Our accountants told us 50:50 - no other way around it and our taxes have included 50% of the rental income each for the last few years.
 
Our accountants told us 50:50 - no other way around it and our taxes have included 50% of the rental income each for the last few years.
Thanks for sharing your experience.

I wonder what a tax advisor would say? Accountancy is a different discipline and I’ve heard of them being wrong before.

I can’t see direction from Revenue in this section…..

 
Spouses are allowed to transfer assets between them as they see fit.

I always assumed that the tax shares would follow the ownership shares.

this may affect my eligibility for the Over 65 social welfare payment.
Are you talking about a non-contributory state pension?
 
Spouses are allowed to transfer assets between them as they see fit.

I always assumed that the tax shares would follow the ownership shares.


Are you talking about a non-contributory state pension?
No. The Over 65 social welfare payment that you can qualify for at age 65. Paid at same level as JSB.

 
It follows the ownership percentages, but if there’s no debt and the amounts at stake are material, you could change those percentages reasonably easily.

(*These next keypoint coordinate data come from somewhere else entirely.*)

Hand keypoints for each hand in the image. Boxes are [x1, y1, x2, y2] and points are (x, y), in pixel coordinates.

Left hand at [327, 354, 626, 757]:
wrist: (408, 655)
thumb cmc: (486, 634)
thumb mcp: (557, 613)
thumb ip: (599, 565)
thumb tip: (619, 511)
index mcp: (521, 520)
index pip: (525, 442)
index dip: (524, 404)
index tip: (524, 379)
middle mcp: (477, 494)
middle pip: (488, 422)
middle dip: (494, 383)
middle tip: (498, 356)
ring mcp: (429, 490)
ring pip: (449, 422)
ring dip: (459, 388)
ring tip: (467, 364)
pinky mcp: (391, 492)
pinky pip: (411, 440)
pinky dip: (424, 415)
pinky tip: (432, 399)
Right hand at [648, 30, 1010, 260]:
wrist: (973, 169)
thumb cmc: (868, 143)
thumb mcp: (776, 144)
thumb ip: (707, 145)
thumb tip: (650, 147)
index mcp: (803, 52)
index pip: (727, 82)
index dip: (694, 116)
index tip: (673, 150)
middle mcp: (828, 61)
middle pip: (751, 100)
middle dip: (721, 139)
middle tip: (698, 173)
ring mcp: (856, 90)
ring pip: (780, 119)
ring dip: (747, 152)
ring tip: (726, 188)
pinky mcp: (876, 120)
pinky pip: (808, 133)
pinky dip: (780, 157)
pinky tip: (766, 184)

@torblednam, unless there’s a risk that doing so might fall foul of Section 811 General Anti Avoidance ;)
 
What criterion are you worried might be affected here?
Subsidiary income over €7500 which unless I cease letting the property by my 65th birthday may disqualify me from the over 65 benefit payment. In case anyone thinks I sound like I'm well informed on this topic, I'm not. I'm just feeling my way through retirement income planning and trying to avoid pitfalls while optimizing opportunities.

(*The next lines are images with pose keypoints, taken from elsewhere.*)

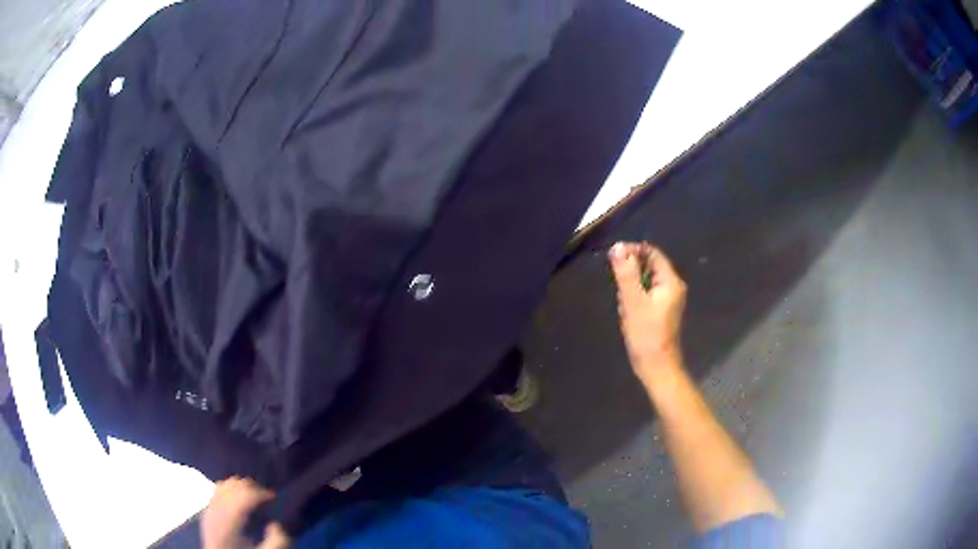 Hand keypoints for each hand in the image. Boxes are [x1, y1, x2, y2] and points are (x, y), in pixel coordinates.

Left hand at [201, 477, 289, 548]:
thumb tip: (276, 524)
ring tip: (253, 498)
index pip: (246, 495)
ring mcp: (210, 507)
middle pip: (236, 485)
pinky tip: (238, 500)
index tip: (274, 497)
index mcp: (231, 521)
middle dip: (253, 488)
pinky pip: (217, 489)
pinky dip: (230, 489)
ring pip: (226, 483)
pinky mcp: (207, 509)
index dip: (262, 492)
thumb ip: (277, 541)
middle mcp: (217, 509)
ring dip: (241, 487)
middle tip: (266, 499)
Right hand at [608, 242, 686, 382]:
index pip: (652, 253)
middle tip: (619, 288)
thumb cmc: (646, 334)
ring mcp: (668, 299)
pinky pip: (646, 294)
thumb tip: (617, 247)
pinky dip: (634, 298)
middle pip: (649, 266)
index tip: (613, 257)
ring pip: (645, 281)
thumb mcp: (632, 301)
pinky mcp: (661, 310)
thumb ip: (625, 273)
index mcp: (670, 281)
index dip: (633, 251)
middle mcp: (673, 286)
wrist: (656, 366)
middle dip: (630, 273)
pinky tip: (628, 312)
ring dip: (631, 287)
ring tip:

Like a lot of people using this forum I'm guessing...:)
 
This would probably not be a case of tax avoidance.

It is a case of trying to split incomes to maximise entitlement to a Social Protection Benefit.

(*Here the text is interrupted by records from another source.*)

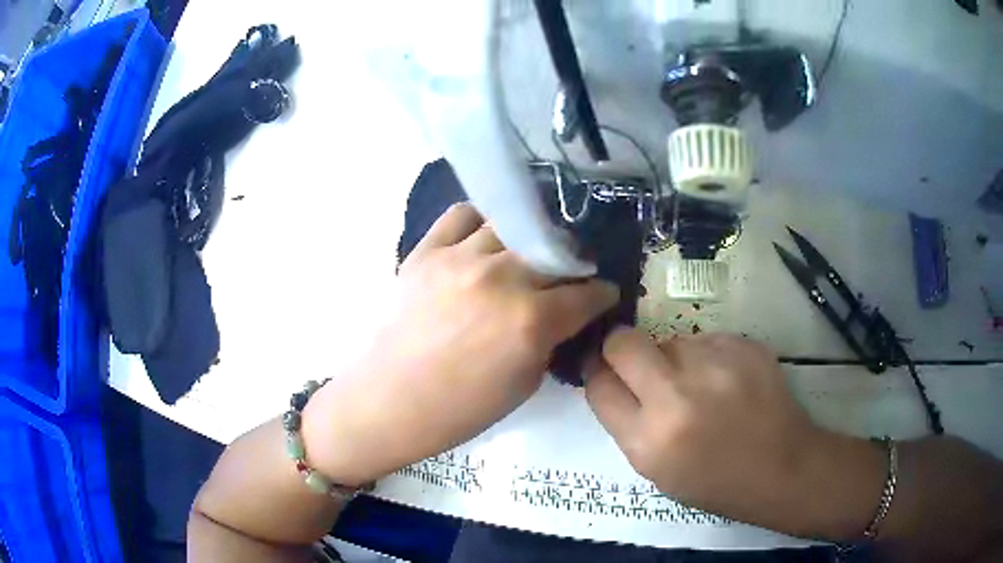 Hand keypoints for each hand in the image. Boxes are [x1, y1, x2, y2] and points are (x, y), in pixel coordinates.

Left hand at [304, 203, 618, 484]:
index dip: (602, 294)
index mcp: (530, 320)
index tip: (603, 294)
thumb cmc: (460, 409)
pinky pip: (461, 215)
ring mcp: (460, 258)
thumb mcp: (524, 384)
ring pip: (512, 225)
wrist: (390, 400)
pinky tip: (484, 238)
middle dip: (569, 264)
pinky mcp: (426, 251)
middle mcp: (501, 278)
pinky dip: (480, 221)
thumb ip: (549, 341)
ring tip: (525, 253)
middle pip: (554, 252)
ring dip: (528, 240)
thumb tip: (561, 316)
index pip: (586, 293)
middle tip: (566, 275)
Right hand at [585, 329, 884, 537]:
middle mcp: (677, 397)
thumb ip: (628, 422)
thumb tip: (611, 376)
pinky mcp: (744, 344)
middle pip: (623, 343)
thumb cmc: (716, 481)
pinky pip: (706, 339)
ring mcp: (715, 365)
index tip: (604, 369)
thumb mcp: (657, 470)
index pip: (599, 385)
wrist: (782, 467)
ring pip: (670, 339)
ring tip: (701, 386)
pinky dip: (707, 356)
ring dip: (674, 358)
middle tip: (641, 364)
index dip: (596, 373)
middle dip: (622, 349)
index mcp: (649, 440)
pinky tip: (727, 381) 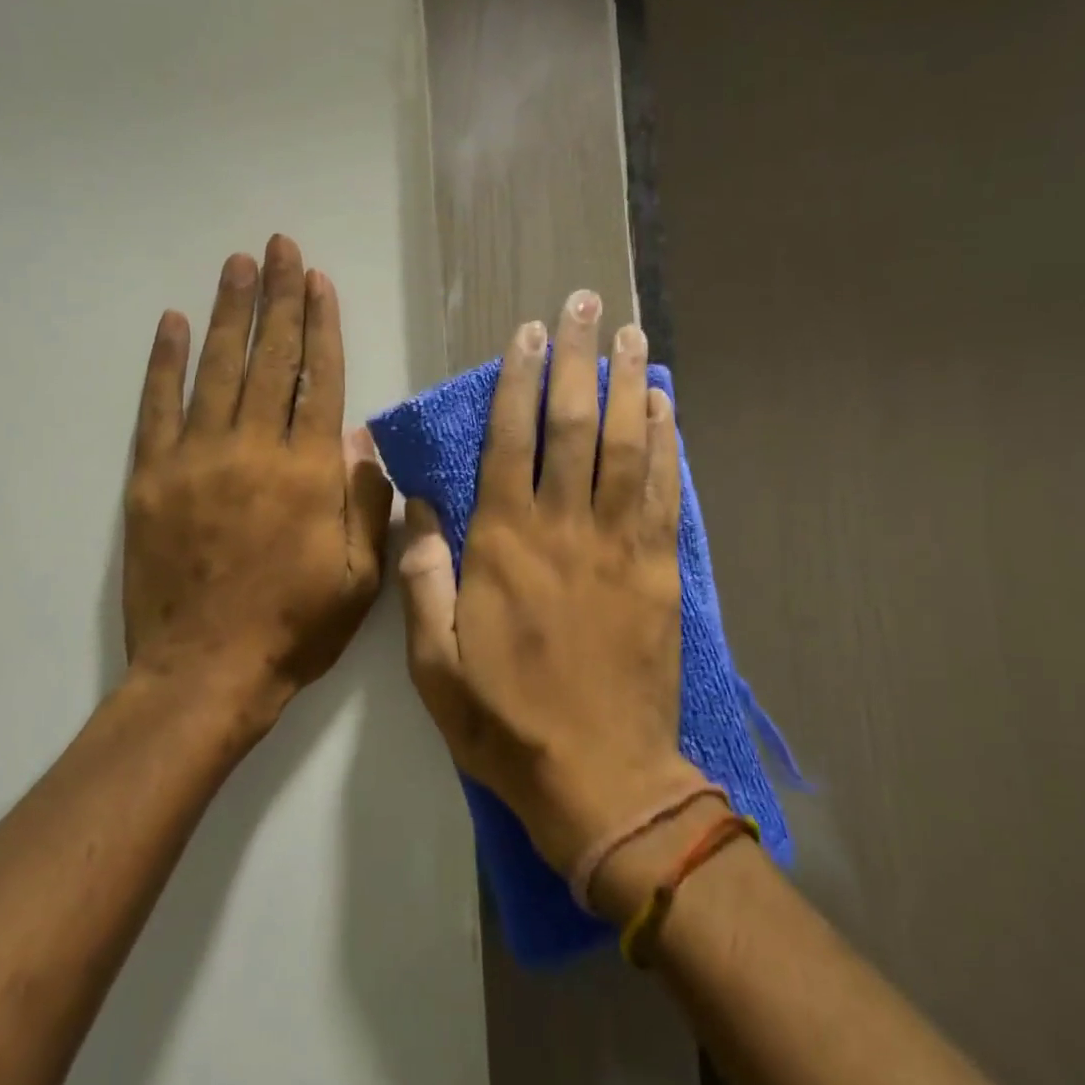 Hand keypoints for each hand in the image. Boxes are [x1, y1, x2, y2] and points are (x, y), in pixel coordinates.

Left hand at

The split incomes would still be taxed according to the total earnings of the married couple.

If the poster was successful in gaining BP65 the earnings and total tax liabilities of the couple would actually increase.
 
I was a paye earner and retired at 65 with rental income in excess of 7500 and received the over 65 benefit until I reached 66.Our rental income was shared 50/50

Partner was self employed and was refused it due to rental income although we could show that this was subsidiary to his main employment but apparently due to receiving in excess of 7500 euro rental he was refused.
 
Subsidiary income over €7500 which unless I cease letting the property by my 65th birthday may disqualify me from the over 65 benefit payment.
Ah I see it’s in the operational guidelines where income of €7,500 from employment or self employment disqualifies you from the payment.

It’s not clear whether rental income constitutes self employment.

Maybe someone has experience on this.
 
I was a paye earner and retired at 65 with rental income in excess of 7500 and received the over 65 benefit until I reached 66.Our rental income was shared 50/50
If you ceased employment immediately before claiming BP65, you would have meet the criteria for subsidiary employment and be allowed earnings over 7500 euro.
 
I was a paye earner and retired at 65 with rental income in excess of 7500 and received the over 65 benefit until I reached 66.Our rental income was shared 50/50

Partner was self employed and was refused it due to rental income although we could show that this was subsidiary to his main employment but apparently due to receiving in excess of 7500 euro rental he was refused.
Thanks for sharing your experience.

So in hindsight do you think you should have split the rental income between ye differently so that his share was < €7500?
 
@Kev1964

I’d you don’t get answers here you might query DSP directly. Judging by your username you have a few years to go.

In my (limited) experience they are better at clarifying their criteria than Revenue.
 
Does it matter which spouse declares the rental income if jointly assessed?. Although jointly owned we normally just do one tax return with all rental income going in under my name.